Do mesmo modo, o meu Sudoeste é extensível, como aquelas imagens que mudam de sentido consoante o nível da percepção em que decido captá-las. Conheço assim, subjectivamente, três Sudoestes.
O primeiro, muito vasto (uma quarta parte da França), é-me designado instintivamente por um sentimento tenaz de solidariedade (pois estou longe de o ter visitado na sua totalidade): qualquer notícia que me chegue desse espaço toca-me de uma forma pessoal. Ao pensar nisto, parece-me que a unidade desse grande Sudoeste é para mim a língua: não o dialecto (pois não conheço nenhuma langue d’oc); mas o sotaque, porque não há dúvida que o sotaque do Sudoeste formou os modelos de entoação que marcaram a minha primeira infância. Este sotaque gascão distingue-se para mim do outro sotaque meridional, o do Sul mediterrânico; este tem, na França de hoje, algo de triunfante: sustentado por todo um folclore cinematográfico (Raimu, Fernandel), publicitário (azeites, limões) e turístico; o sotaque do Sudoeste (talvez mais pesado, menos cantante) não tem esses títulos de modernidade; para se ilustrar tem apenas as entrevistas dos jogadores de rugby. Eu próprio não tenho sotaque; no entanto, ficou-me da infância um «meridionalismo»: digo «socializmo» e não «socialismo» (quem sabe se assim não serão dois socialismos?).

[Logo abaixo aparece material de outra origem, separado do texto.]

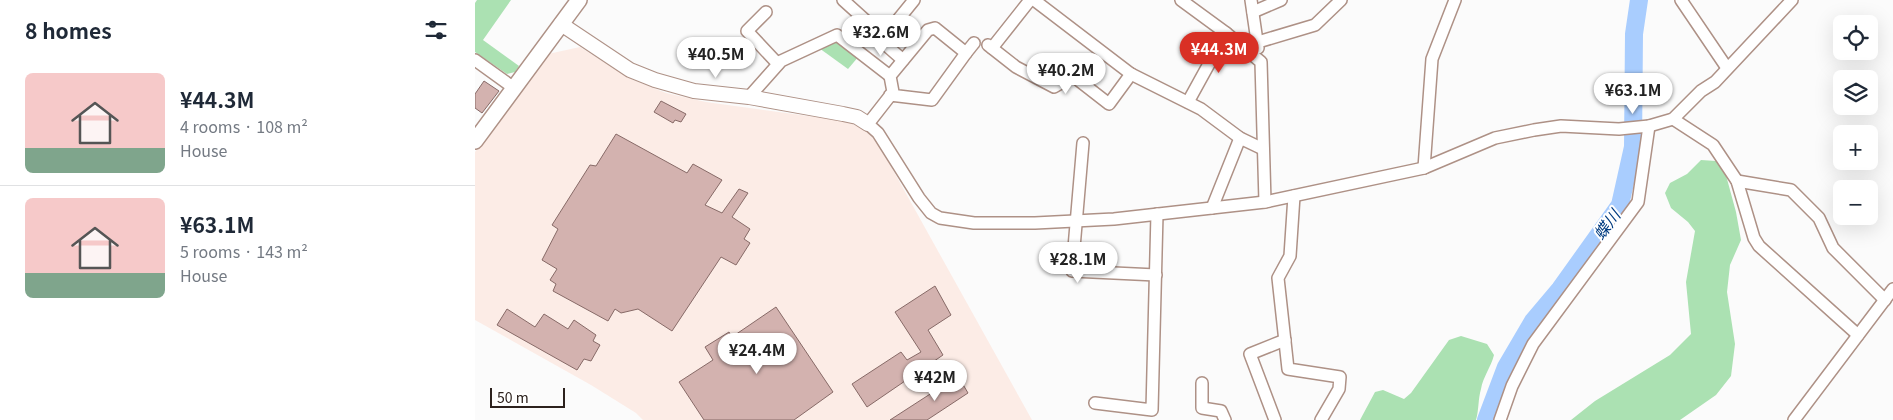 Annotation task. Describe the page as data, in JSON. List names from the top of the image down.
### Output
{
  "water": ["蝶川"],
  "scale_bar": "50 m",
  "page": {
    "heading": "8 homes",
    "map_buttons": ["+", "−"],
    "price": [
      "¥32.6M",
      "¥44.3M",
      "¥40.5M",
      "¥40.2M",
      "¥63.1M",
      "¥28.1M",
      "¥24.4M",
      "¥42M"
    ],
    "list": [
      {
        "name": "¥44.3M",
        "note": "4 rooms · 108 m² · House"
      },
      {
        "name": "¥63.1M",
        "note": "5 rooms · 143 m² · House"
      }
    ],
    "scale": "50 m"
  }
} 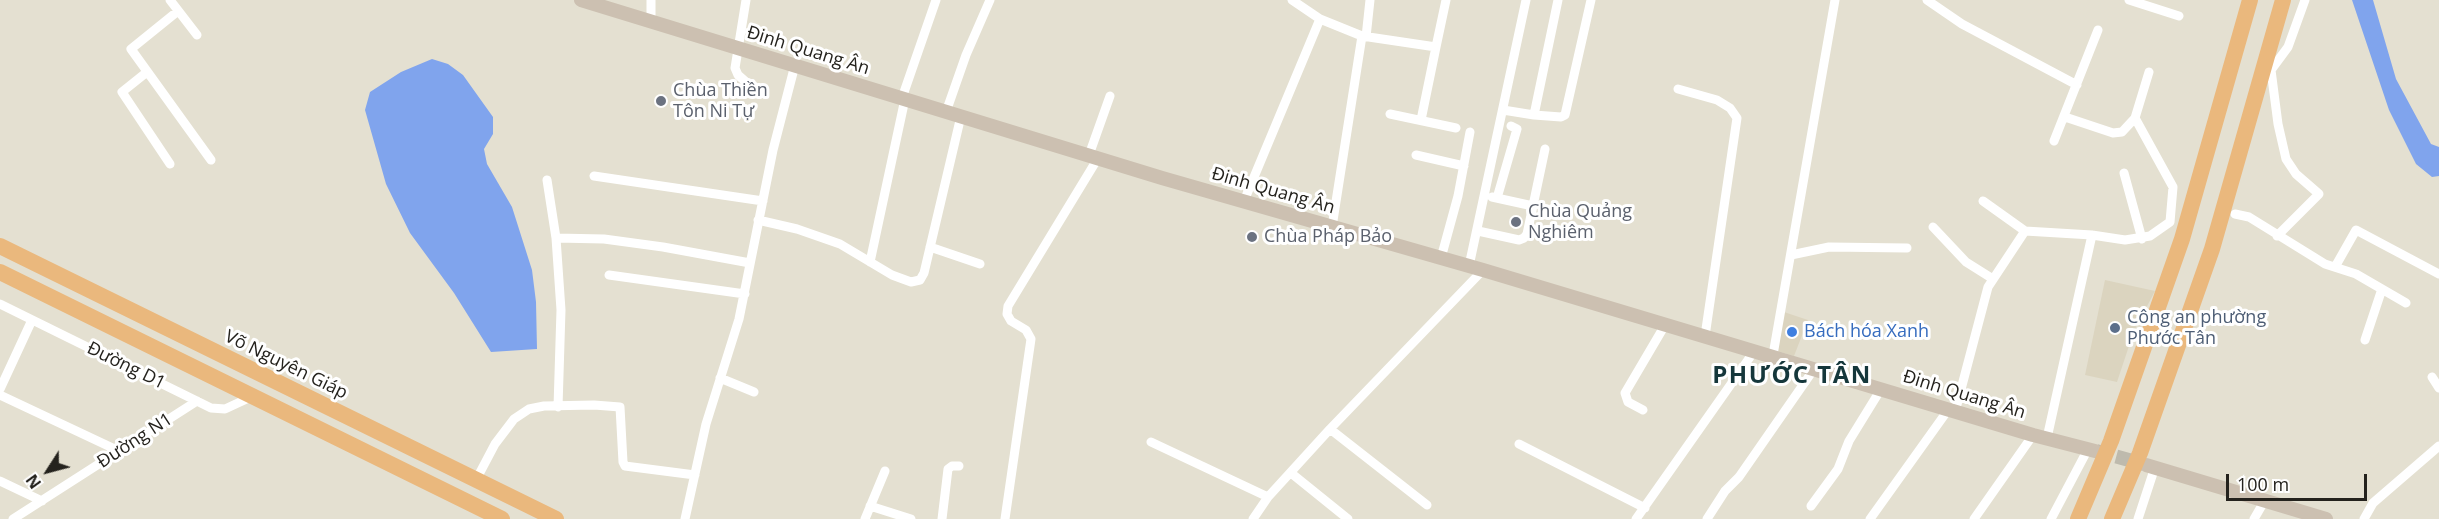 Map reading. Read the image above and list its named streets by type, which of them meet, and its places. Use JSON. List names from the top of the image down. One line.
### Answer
{"streets":{"highway":["Võ Nguyên Giáp"],"street":["Đinh Quang Ân","Đường D1","Đường N1"]},"crossings":[["Đường D1","Đường N1"]],"districts":["PHƯỚC TÂN"],"places":["Chùa Thiền Tôn Ni Tự","Chùa Quảng Nghiêm","Chùa Pháp Bảo","Công an phường Phước Tân","Bách hóa Xanh"],"scale_bar":"100 m","north":"bottom left"}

O meu segundo Sudoeste não é uma região; é apenas uma linha, um trajecto vivido. Quando, vindo de Paris de automóvel (uma viagem que fiz mil vezes), passo Angoulême, um sinal avisa-me que passei o limiar da casa e que entro no país da minha infância; um pequeno bosque de pinheiros de um dos lados, uma palmeira no pátio de uma casa, uma determinada altura das nuvens que dá ao terreno a mobilidade de um rosto. Então começa a grande luz do Sudoeste, nobre e subtil ao mesmo tempo; nunca é cinzenta, nunca é baixa (mesmo quando o sol não brilha), é uma luz-espaço, definida menos pelas cores com as quais afecta as coisas (como no outro Sul) do que pela qualidade eminentemente habitável que dá à terra. Não encontro outra forma de o dizer; é uma luz luminosa. É preciso vê-la, a essa luz (eu diria quase ouvi-la, de tal modo é musical), no Outono, que é a estação soberana deste país; líquida, brilhante, dilacerante porque é a última luz bela do ano, iluminando cada coisa na sua diferença (o Sudoeste é um país de micro-climas), preserva este país de toda a vulgaridade, de toda a gregaridade, torna-o impróprio para turismo fácil e revela a sua aristocracia (não é uma questão de classe, mas de carácter). Dizendo isto de uma maneira tão elogiosa, sinto um certo escrúpulo: não haverá nunca momentos ingratos, neste clima do Sudoeste? Há certamente, mas, para mim, não são os momentos de chuva ou de tempestade (frequentes, no entanto); não são apenas os momentos em que o céu está cinzento; os acidentes da luz, aqui, parece-me, não provocam qualquer «spleen»; não afectam a alma, mas apenas o corpo, por vezes viscoso de humidade, embriagado de clorofila, ou fatigado, extenuado pelo vento de Espanha que torna os Pirinéus muito próximos de um tom violeta: sentimento ambíguo, em que o cansaço acaba por ter algo de delicioso, como acontece sempre que é o meu corpo (e não o meu olhar) a perturbar-se.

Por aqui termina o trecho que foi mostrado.